この女プロスペローを見ていて、たくまず思い起こしたのはモーツァルトのオペラ『魔笛』に出てくる夜の女王であった。崖の上で魔法の杖を振り回し、仇の男たちの乗る船に向かって雄叫びを上げるミレンのプロスペローは、まさにコロラトゥーラでザラストロを罵倒する夜の女王そのものである。自然と両者の比較してしまうのである。
『魔笛』は、父権社会の象徴たるザラストロと、母権社会の象徴たる夜の女王が、二人の間にできた娘パミーナを取り合っていがみあうストーリーである。パミーナの肖像に一目惚れした若者タミーノは、ザラストロに誘拐されたパミーナを助けるよう夜の女王に頼まれる。取り戻せば、娘はお前のものと約束を得て。
若者はザラストロのところへと向かうが、どうやら悪いのはザラストロではなく夜の女王の方であると知る。何かの教団の長であるザラストロは、パミーナを求めるタミーノに試練を与える。その試練に耐え抜き合格したタミーノは、晴れて教団の一員として認められ、パミーナを得る。
単純に言えば、青年が通過儀礼を乗り越えて男社会(父権社会)の一員となって恋する女を獲得する物語である。(こうダイジェストするとミもフタもないな~)
自分が『魔笛』をその素晴らしい音楽にもかかわらず、どうも好きになれない、とくに途中からつまらないと思ってしまうのは、このストーリー構造が気に入らないからである。ザラストロより夜の女王の方が数段魅力的である。(与えられている歌の点でも)
ザラストロを長とする教団とは、モーツァルトが入会していたというフリーメーソンだという説がある。そうなのかもしれない。ただ、それを超えて、このストーリーは父権社会の構造を「よし」とする圧力が全編みなぎっている。
『テンペスト』でも、これとよく似た仕掛けが見られる。
ナポリの王子であるファーディナンドは、遭難したあと、島で出会ったプロスペローの娘ミランダに一目惚れする。しかし、ミランダを手に入れるためにはプロスペローから与えられた試練を乗り越えなければならない。最終的には、無事試練を潜り抜け、ミランダの手をとることを許される。

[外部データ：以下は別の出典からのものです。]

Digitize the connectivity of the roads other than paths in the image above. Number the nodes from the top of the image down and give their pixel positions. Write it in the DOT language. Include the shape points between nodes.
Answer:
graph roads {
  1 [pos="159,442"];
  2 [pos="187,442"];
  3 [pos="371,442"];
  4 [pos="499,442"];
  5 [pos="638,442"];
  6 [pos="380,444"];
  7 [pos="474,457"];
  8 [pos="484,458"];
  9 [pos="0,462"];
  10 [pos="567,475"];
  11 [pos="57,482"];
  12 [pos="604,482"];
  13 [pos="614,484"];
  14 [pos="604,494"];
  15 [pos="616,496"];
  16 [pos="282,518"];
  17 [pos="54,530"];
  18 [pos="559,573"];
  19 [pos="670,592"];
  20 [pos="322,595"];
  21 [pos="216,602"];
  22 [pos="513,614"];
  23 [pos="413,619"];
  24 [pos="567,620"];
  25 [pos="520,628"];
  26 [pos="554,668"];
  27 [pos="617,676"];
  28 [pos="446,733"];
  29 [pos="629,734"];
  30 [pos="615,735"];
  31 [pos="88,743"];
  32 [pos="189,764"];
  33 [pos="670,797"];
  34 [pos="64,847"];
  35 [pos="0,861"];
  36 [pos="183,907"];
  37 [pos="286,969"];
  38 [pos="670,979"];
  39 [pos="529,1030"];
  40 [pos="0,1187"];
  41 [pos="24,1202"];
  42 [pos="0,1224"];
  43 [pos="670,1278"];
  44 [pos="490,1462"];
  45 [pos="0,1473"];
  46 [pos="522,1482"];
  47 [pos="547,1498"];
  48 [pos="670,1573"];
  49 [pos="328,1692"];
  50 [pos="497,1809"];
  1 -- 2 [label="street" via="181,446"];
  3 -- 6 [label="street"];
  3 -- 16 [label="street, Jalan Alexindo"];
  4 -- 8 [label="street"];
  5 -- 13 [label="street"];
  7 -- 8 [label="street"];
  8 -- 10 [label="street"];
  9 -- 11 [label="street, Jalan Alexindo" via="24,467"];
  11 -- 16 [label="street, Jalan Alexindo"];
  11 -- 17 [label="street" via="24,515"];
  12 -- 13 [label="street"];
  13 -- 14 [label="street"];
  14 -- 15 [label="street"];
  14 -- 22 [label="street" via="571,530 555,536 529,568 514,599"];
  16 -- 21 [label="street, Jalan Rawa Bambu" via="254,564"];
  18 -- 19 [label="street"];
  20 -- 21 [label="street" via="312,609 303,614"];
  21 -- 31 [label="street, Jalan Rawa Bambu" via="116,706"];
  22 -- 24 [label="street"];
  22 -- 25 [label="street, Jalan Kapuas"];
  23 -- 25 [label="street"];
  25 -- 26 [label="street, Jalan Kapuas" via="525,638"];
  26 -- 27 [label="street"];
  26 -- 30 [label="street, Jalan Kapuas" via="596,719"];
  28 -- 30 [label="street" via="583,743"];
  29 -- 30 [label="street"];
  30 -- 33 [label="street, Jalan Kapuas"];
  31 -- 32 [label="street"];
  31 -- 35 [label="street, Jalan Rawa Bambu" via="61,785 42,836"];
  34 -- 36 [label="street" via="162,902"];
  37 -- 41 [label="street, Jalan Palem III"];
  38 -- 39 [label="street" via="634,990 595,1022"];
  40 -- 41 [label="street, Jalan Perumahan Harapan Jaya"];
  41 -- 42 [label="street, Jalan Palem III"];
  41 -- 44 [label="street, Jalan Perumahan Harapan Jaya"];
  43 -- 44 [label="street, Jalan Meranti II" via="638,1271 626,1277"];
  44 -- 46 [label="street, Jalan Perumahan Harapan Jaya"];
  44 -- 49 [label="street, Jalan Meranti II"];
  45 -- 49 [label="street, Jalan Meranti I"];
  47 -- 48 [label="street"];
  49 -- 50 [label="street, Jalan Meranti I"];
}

プロスペローを男から女へと変えたことによって、ジュリー・テイモア監督とヘレン・ミレンは、この作品に新しい視点をもたらした。
男たちの陰謀によって娘ともども島流しにあい、男たちへの復讐を誓いつつ魔法の腕を磨き、雌伏12年、ついに男たちに報復する機会を得た女プロスペローの「男社会への闘い」の物語と読めるのである。(「雌伏」とは、まさにメスが伏せることだなあ。)
その文脈では、王子ファーディナンドの受ける試練の意味も変わってくる。『魔笛』とは逆に、若者に試練を施し、若者が一人前になったと承認するのは娘の母親なのであるから。
女プロスペローにとっては、自分の大切な娘を、自分を虐げた男社会の一員であり、やがてはそれを継ぐことになる青年に、そのままの形で託したくないに違いない。だから、彼女が青年に与える試練は、「男社会の一員たれ」というものではないと想定される。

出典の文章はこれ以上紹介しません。